In a recent article,
which as attracted much controversy, socially conservative Catholic
author, Sohrab Ahmari, has attacked what he calls “David Frenchism” —
essentially the above form of liberalism — for failing to be a
formiddable oponent of left-wing progressivism, which threatens to
undermine socially conservative, and especially Christian, ethical and
religious values. A classical liberal by all accounts, David French
believes:
that the institutions of a technocratic market society are neutral zones that should, in theory, accommodate both traditional Christianity and the libertine ways and paganized ideology of the other side. Even if the latter — that is, the libertine and the pagan — predominate in elite institutions, French figures, then at least the former, traditional Christians, should be granted spaces in which to practice and preach what they sincerely believe.
With
remarkable clarity and brevity, Ahmari demonstrates why the logic of
this political pluralism, justifiable only on the basis of adherence to
the classical liberal principles expressed in the American founding
documents, inevitably leads away from the socially
conservative ethical values which French, and many other
conservative-liberals like him, hold dear.
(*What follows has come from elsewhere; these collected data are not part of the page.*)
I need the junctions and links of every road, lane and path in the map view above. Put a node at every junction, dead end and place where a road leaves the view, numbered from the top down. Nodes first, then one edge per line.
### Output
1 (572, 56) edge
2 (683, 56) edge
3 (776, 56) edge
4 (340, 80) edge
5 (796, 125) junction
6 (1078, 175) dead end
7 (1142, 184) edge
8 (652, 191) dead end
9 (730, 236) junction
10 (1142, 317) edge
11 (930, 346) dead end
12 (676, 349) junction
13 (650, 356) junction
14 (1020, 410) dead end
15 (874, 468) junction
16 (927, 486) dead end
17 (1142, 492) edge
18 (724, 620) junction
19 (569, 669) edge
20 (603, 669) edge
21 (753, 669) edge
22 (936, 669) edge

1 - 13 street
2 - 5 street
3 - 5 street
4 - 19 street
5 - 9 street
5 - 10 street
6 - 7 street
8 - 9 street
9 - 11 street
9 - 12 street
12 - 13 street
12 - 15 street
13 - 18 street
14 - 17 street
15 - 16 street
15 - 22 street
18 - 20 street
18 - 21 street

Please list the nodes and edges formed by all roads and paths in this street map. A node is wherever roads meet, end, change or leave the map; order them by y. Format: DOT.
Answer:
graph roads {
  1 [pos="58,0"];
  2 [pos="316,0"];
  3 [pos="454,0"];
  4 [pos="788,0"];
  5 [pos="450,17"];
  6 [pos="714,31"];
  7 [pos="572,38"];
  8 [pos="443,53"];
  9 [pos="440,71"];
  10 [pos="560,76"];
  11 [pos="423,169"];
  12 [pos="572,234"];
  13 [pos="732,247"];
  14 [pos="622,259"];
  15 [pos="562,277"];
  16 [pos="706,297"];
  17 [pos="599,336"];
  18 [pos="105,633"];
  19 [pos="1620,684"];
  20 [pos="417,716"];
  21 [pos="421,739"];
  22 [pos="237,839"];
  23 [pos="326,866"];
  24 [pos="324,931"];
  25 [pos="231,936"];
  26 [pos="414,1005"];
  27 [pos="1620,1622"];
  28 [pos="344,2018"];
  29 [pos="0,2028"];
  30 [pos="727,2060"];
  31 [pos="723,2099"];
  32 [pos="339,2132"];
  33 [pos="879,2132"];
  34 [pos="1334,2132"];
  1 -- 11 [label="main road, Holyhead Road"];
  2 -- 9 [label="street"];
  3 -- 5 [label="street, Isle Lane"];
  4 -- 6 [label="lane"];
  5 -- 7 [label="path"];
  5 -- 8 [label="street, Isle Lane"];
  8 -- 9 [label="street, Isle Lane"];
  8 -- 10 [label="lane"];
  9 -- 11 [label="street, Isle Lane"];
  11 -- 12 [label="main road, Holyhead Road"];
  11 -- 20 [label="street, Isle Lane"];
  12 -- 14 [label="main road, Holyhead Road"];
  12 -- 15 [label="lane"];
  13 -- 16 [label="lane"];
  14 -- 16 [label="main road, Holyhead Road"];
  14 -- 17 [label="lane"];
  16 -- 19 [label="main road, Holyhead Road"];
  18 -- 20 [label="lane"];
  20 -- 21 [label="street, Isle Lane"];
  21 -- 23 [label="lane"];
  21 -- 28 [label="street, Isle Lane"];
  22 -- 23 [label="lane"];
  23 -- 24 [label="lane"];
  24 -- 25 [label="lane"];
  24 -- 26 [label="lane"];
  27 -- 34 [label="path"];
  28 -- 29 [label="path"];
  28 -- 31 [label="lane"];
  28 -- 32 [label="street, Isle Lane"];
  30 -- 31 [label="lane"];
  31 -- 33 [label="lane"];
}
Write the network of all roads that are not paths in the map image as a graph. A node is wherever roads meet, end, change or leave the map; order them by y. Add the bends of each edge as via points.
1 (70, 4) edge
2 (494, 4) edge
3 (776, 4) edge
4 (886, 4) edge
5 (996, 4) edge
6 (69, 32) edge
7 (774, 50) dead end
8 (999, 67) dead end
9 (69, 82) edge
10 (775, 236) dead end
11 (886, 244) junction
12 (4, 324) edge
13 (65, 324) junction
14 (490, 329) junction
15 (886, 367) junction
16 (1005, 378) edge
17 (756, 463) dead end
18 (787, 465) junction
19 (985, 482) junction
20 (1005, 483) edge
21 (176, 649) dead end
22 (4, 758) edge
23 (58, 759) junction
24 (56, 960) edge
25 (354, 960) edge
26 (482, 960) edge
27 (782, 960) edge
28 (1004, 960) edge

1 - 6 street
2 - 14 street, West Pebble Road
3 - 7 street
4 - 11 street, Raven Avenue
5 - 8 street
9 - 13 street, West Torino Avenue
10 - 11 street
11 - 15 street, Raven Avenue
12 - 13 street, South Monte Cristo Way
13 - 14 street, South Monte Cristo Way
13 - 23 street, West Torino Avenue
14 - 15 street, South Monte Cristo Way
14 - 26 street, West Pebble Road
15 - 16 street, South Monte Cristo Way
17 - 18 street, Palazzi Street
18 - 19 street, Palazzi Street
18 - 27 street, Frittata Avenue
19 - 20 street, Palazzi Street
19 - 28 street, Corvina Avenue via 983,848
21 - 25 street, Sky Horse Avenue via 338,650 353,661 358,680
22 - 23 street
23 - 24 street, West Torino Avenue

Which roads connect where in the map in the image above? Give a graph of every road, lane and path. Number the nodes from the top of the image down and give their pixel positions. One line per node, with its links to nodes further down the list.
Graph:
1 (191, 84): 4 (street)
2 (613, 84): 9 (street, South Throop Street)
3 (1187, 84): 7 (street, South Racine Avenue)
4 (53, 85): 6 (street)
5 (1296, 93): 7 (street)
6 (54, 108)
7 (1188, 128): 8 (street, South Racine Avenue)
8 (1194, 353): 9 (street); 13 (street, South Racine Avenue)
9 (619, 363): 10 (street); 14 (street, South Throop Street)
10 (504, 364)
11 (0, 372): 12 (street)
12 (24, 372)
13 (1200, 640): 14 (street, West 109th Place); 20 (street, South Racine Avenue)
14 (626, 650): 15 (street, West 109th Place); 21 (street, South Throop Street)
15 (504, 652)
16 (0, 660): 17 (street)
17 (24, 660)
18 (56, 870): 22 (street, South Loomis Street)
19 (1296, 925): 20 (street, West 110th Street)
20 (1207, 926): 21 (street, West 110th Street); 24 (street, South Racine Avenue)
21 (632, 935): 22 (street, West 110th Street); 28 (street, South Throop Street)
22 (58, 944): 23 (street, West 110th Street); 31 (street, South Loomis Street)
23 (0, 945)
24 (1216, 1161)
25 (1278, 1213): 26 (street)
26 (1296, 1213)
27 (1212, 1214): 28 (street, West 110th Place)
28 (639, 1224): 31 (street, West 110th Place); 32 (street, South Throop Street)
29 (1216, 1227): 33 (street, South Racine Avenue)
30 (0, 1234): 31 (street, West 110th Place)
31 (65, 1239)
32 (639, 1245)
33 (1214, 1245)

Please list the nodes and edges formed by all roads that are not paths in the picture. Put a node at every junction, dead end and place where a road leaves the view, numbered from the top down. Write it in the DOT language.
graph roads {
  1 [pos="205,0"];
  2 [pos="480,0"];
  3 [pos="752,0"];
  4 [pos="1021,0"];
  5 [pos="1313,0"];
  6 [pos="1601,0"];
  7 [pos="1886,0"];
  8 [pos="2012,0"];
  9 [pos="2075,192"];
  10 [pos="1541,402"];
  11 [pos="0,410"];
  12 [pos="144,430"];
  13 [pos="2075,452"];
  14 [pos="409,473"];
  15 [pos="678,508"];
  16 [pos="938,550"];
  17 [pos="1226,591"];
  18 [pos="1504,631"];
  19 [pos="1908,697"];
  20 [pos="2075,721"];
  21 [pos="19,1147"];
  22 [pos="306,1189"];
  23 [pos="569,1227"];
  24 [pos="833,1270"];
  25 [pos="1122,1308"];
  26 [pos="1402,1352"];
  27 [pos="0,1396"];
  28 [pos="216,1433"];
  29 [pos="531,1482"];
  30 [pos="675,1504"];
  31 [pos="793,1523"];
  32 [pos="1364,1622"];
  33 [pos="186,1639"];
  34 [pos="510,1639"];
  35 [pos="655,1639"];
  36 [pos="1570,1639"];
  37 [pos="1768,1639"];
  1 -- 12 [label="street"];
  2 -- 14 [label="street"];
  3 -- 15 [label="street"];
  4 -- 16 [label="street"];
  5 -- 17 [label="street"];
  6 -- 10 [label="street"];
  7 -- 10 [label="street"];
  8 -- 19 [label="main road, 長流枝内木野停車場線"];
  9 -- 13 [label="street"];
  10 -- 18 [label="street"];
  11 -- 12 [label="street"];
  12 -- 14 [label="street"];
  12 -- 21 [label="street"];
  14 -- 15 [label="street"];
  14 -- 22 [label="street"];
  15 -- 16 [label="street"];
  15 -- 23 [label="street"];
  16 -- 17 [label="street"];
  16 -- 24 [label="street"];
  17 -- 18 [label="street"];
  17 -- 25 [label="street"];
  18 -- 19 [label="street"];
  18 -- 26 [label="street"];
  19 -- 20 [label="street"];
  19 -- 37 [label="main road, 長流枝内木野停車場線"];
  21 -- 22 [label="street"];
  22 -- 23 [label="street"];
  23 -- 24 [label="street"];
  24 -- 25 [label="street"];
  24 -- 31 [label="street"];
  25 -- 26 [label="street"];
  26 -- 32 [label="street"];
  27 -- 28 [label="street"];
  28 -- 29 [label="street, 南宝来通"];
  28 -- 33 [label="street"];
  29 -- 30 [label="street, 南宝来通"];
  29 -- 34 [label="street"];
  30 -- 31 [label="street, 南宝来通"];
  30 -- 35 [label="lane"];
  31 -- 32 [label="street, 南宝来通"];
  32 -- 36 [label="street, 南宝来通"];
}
To adhere to political
liberalism while maintaining one’s social conservatism is to fight an
uphill battle.
In stark contrast, Ahmari himself envisions no other way to engage in political discourse than “to
fight the culture war with the aim of defeating the enemy and enjoying
the spoils in the form of a public square re-ordered to the common good
and ultimately the Highest Good.” This is a political vision that honestly and openly takes a stance, and
makes a point of implementing it politically. No pretenses about the
“priority of culture” can ever hope to lead a society to virtue, as
conceived by social conservatives. On the contrary, this can only be
done by a combative engagement with the art of politics and a
utilization of the coercive state towards the common good.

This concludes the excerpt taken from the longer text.